#### [Work task]
Could you please retype all of the records exactly, skipping any pictures?

#### [Data listing]
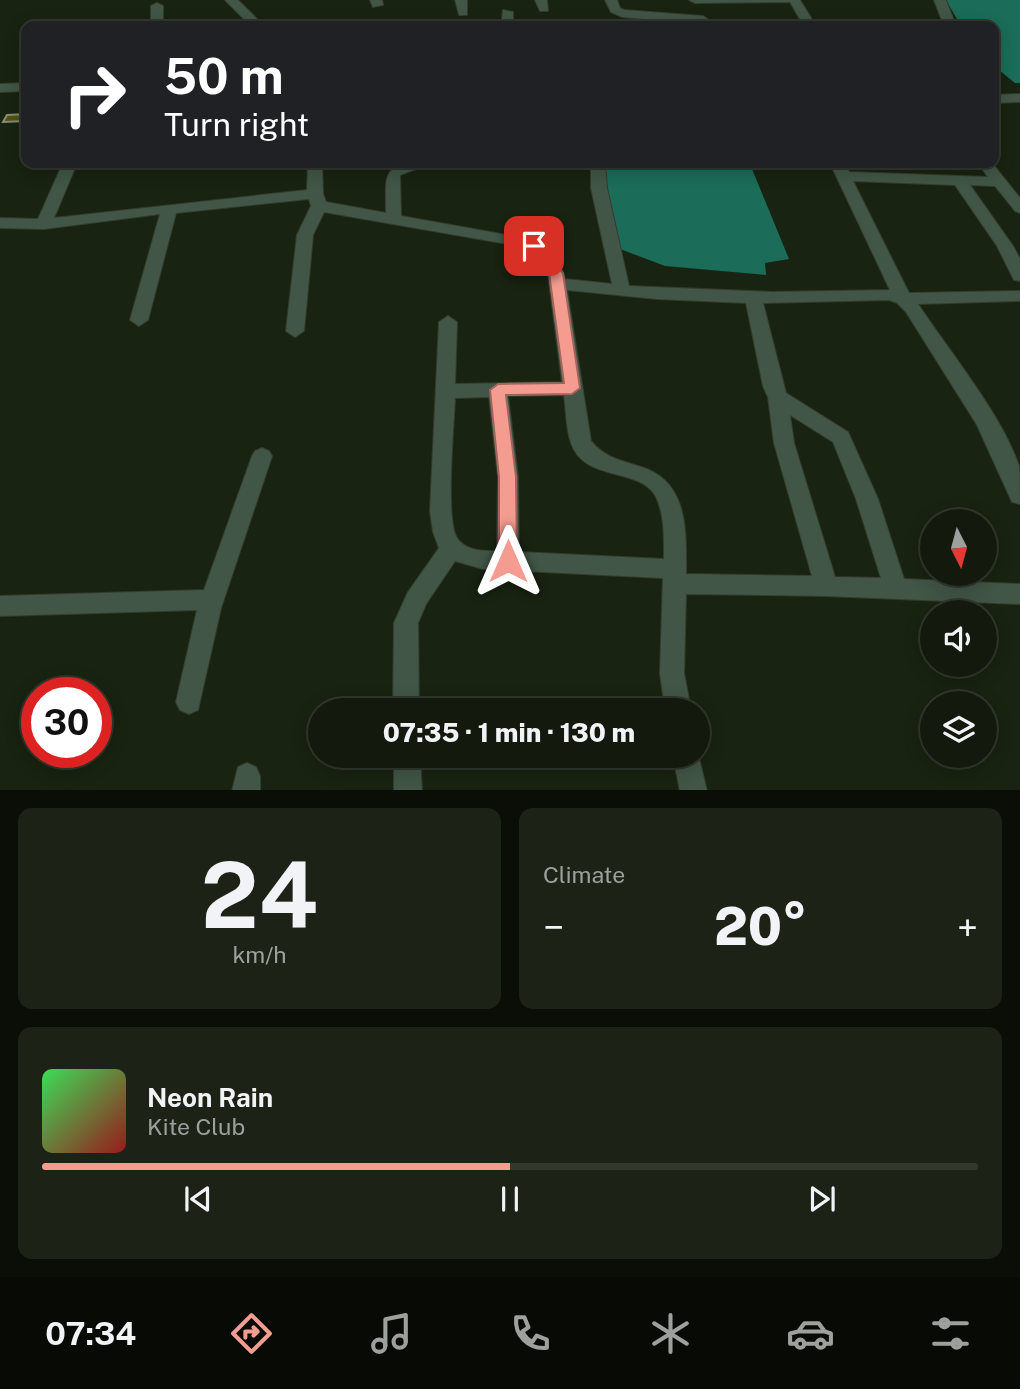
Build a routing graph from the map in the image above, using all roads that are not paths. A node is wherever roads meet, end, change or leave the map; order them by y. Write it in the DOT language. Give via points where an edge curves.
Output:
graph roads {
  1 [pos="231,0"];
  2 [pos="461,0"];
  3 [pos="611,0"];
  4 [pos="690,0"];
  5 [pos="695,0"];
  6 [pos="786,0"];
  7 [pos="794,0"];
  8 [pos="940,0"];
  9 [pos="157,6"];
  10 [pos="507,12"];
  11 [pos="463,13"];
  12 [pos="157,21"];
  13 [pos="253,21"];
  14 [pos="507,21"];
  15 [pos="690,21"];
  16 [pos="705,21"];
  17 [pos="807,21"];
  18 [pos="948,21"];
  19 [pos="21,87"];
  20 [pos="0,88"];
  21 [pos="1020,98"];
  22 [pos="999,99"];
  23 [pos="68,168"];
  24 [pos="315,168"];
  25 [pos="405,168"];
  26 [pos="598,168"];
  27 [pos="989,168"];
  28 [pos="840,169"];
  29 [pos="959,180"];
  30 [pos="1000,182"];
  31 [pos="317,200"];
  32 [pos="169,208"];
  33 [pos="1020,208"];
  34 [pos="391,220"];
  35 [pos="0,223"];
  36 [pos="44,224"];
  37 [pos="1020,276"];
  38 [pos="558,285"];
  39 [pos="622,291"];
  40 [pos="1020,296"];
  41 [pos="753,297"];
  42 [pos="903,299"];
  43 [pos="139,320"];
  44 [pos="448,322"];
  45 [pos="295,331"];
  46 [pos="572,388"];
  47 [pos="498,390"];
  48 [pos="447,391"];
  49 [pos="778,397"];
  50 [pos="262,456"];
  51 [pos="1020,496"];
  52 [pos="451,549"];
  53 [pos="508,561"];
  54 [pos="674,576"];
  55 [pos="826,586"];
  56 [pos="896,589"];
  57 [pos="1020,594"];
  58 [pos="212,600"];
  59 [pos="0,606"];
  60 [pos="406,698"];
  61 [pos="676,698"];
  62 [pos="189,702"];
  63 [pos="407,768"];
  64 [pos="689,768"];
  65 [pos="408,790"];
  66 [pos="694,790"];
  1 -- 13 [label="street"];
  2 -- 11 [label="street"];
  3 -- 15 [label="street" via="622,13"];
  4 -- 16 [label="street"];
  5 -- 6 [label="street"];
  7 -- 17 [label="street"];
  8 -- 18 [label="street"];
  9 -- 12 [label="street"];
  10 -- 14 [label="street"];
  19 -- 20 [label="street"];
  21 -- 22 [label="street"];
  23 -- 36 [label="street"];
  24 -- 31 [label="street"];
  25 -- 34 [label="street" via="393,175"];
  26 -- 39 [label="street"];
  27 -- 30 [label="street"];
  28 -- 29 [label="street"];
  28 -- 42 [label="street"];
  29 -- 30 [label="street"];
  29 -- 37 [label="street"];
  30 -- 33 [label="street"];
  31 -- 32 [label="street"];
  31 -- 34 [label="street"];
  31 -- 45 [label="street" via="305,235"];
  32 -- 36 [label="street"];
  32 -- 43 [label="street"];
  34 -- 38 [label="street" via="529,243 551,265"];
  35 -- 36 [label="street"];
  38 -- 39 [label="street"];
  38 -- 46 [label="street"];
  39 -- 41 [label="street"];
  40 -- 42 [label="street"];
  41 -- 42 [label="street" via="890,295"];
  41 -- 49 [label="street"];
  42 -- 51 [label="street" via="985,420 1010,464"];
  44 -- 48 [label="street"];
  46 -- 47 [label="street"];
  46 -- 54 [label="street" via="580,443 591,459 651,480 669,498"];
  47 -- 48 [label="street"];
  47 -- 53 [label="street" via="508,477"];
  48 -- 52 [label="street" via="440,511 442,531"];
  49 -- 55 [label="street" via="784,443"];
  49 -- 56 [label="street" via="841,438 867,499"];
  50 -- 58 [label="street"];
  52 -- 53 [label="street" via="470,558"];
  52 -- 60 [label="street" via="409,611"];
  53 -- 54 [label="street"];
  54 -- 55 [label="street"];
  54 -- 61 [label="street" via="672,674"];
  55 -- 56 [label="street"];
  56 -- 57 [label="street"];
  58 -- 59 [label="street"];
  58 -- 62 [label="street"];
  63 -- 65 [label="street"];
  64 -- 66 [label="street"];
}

#### [Solution to this task]
Build a routing graph from the map in the image above, using all roads that are not paths. A node is wherever roads meet, end, change or leave the map; order them by y. Write it in the DOT language. Give via points where an edge curves.
Output:
graph roads {
  1 [pos="231,0"];
  2 [pos="461,0"];
  3 [pos="611,0"];
  4 [pos="690,0"];
  5 [pos="695,0"];
  6 [pos="786,0"];
  7 [pos="794,0"];
  8 [pos="940,0"];
  9 [pos="157,6"];
  10 [pos="507,12"];
  11 [pos="463,13"];
  12 [pos="157,21"];
  13 [pos="253,21"];
  14 [pos="507,21"];
  15 [pos="690,21"];
  16 [pos="705,21"];
  17 [pos="807,21"];
  18 [pos="948,21"];
  19 [pos="21,87"];
  20 [pos="0,88"];
  21 [pos="1020,98"];
  22 [pos="999,99"];
  23 [pos="68,168"];
  24 [pos="315,168"];
  25 [pos="405,168"];
  26 [pos="598,168"];
  27 [pos="989,168"];
  28 [pos="840,169"];
  29 [pos="959,180"];
  30 [pos="1000,182"];
  31 [pos="317,200"];
  32 [pos="169,208"];
  33 [pos="1020,208"];
  34 [pos="391,220"];
  35 [pos="0,223"];
  36 [pos="44,224"];
  37 [pos="1020,276"];
  38 [pos="558,285"];
  39 [pos="622,291"];
  40 [pos="1020,296"];
  41 [pos="753,297"];
  42 [pos="903,299"];
  43 [pos="139,320"];
  44 [pos="448,322"];
  45 [pos="295,331"];
  46 [pos="572,388"];
  47 [pos="498,390"];
  48 [pos="447,391"];
  49 [pos="778,397"];
  50 [pos="262,456"];
  51 [pos="1020,496"];
  52 [pos="451,549"];
  53 [pos="508,561"];
  54 [pos="674,576"];
  55 [pos="826,586"];
  56 [pos="896,589"];
  57 [pos="1020,594"];
  58 [pos="212,600"];
  59 [pos="0,606"];
  60 [pos="406,698"];
  61 [pos="676,698"];
  62 [pos="189,702"];
  63 [pos="407,768"];
  64 [pos="689,768"];
  65 [pos="408,790"];
  66 [pos="694,790"];
  1 -- 13 [label="street"];
  2 -- 11 [label="street"];
  3 -- 15 [label="street" via="622,13"];
  4 -- 16 [label="street"];
  5 -- 6 [label="street"];
  7 -- 17 [label="street"];
  8 -- 18 [label="street"];
  9 -- 12 [label="street"];
  10 -- 14 [label="street"];
  19 -- 20 [label="street"];
  21 -- 22 [label="street"];
  23 -- 36 [label="street"];
  24 -- 31 [label="street"];
  25 -- 34 [label="street" via="393,175"];
  26 -- 39 [label="street"];
  27 -- 30 [label="street"];
  28 -- 29 [label="street"];
  28 -- 42 [label="street"];
  29 -- 30 [label="street"];
  29 -- 37 [label="street"];
  30 -- 33 [label="street"];
  31 -- 32 [label="street"];
  31 -- 34 [label="street"];
  31 -- 45 [label="street" via="305,235"];
  32 -- 36 [label="street"];
  32 -- 43 [label="street"];
  34 -- 38 [label="street" via="529,243 551,265"];
  35 -- 36 [label="street"];
  38 -- 39 [label="street"];
  38 -- 46 [label="street"];
  39 -- 41 [label="street"];
  40 -- 42 [label="street"];
  41 -- 42 [label="street" via="890,295"];
  41 -- 49 [label="street"];
  42 -- 51 [label="street" via="985,420 1010,464"];
  44 -- 48 [label="street"];
  46 -- 47 [label="street"];
  46 -- 54 [label="street" via="580,443 591,459 651,480 669,498"];
  47 -- 48 [label="street"];
  47 -- 53 [label="street" via="508,477"];
  48 -- 52 [label="street" via="440,511 442,531"];
  49 -- 55 [label="street" via="784,443"];
  49 -- 56 [label="street" via="841,438 867,499"];
  50 -- 58 [label="street"];
  52 -- 53 [label="street" via="470,558"];
  52 -- 60 [label="street" via="409,611"];
  53 -- 54 [label="street"];
  54 -- 55 [label="street"];
  54 -- 61 [label="street" via="672,674"];
  55 -- 56 [label="street"];
  56 -- 57 [label="street"];
  58 -- 59 [label="street"];
  58 -- 62 [label="street"];
  63 -- 65 [label="street"];
  64 -- 66 [label="street"];
}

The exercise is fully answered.